We have a four box cluster that we just upgraded to RHEL5.4. This
required an upgrade to the 1.5 version of OFED. We are using bonding
over two physical links and ipoib. The final detail is that we are
using IPv4 multicast to push data from 1 box to the other 3.
Under 1.4, this worked. (Yeah!)
Under 1.5, it doesn't.
By "not working" I mean:
o IB is able to see the mesh.
o IPv4 over the bond is working (I can ping, scp files, and similar)
o Multicast does NOT.
When I looked closer, I can see that I get an error -22 on the
multicast joins (using a qlogic switche's SM) for everything _except_
the broadcast join. I switched over to opensm, since it has far
better debugging abilities and see the same behavior, though the error
code is opensm logs a message with error 1B11.
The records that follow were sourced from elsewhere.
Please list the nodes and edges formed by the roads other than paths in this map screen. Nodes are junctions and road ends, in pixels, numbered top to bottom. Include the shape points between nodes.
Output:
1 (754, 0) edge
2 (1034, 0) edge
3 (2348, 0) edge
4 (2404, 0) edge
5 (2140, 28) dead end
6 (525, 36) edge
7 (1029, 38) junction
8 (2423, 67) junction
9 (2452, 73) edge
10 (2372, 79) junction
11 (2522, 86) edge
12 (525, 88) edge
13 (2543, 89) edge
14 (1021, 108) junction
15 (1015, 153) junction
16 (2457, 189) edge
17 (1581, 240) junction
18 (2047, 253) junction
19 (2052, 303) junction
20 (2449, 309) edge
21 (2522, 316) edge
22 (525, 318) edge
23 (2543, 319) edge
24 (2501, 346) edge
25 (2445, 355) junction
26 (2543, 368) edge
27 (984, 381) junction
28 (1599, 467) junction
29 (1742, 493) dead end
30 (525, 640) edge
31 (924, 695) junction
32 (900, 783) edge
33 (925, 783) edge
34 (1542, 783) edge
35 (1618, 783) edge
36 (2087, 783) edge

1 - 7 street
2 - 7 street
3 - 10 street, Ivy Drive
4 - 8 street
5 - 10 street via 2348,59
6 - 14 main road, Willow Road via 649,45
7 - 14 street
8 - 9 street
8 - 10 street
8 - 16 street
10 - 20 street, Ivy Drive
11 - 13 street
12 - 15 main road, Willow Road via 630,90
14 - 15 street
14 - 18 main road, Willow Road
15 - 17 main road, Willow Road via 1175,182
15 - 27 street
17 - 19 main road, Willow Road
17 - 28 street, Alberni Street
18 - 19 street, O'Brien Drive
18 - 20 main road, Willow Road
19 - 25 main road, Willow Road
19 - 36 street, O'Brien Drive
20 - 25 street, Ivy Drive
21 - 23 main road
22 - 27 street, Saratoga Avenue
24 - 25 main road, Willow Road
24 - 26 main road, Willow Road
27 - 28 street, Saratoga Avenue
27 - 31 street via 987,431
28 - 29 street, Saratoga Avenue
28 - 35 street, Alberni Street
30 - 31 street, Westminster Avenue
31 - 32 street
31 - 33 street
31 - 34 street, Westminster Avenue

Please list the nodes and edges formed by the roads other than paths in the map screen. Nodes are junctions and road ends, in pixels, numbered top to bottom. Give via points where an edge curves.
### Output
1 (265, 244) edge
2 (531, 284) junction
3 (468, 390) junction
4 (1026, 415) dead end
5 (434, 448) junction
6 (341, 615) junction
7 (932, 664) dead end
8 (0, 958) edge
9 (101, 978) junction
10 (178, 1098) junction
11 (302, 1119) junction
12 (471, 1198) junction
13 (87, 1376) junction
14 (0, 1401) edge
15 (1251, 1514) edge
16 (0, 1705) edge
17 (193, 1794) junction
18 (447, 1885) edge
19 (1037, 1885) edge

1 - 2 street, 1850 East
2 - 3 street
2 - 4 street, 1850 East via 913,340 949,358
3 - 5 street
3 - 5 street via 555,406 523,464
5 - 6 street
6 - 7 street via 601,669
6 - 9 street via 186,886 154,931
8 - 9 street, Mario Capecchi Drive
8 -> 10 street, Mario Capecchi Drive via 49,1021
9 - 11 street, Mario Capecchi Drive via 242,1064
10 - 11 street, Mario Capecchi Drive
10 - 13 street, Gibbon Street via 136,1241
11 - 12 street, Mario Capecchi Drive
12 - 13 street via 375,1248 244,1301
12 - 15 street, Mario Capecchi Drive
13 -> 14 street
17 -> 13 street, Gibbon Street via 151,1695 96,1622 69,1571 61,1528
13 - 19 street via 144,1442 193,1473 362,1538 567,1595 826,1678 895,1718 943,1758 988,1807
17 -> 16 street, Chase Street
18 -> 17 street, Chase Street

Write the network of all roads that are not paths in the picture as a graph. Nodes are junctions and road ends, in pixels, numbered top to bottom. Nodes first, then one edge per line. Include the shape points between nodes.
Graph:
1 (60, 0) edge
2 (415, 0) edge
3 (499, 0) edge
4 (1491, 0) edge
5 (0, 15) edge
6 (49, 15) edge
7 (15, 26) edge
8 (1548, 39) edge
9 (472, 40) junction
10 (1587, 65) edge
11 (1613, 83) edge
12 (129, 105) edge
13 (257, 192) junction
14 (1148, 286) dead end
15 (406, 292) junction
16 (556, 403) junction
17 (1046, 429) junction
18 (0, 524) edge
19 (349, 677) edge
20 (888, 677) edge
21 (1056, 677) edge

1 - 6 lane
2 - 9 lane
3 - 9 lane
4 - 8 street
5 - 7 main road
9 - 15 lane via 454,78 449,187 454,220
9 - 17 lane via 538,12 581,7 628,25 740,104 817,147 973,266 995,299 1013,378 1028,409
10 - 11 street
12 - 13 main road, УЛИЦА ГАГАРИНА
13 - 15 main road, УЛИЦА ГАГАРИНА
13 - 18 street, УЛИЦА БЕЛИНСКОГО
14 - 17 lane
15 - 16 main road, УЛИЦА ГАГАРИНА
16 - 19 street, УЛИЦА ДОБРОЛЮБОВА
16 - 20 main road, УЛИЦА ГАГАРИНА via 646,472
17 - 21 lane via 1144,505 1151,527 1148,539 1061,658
When I look through for the code, I found that error code associated
with an invalid set of component masks:
Oct 20 12:40:05 824130 [44240940] 0x01 -> mcmr_rcv_join_mgrp: ERR
1B11: method = SubnAdmSet, scope_state = 0x1, component mask =
0x0000000000010083, expected comp mask = 0x00000000000130c7, MGID:
ff12:601b:ffff::16 from port 0x0002c90300032431 (x3 HCA-1)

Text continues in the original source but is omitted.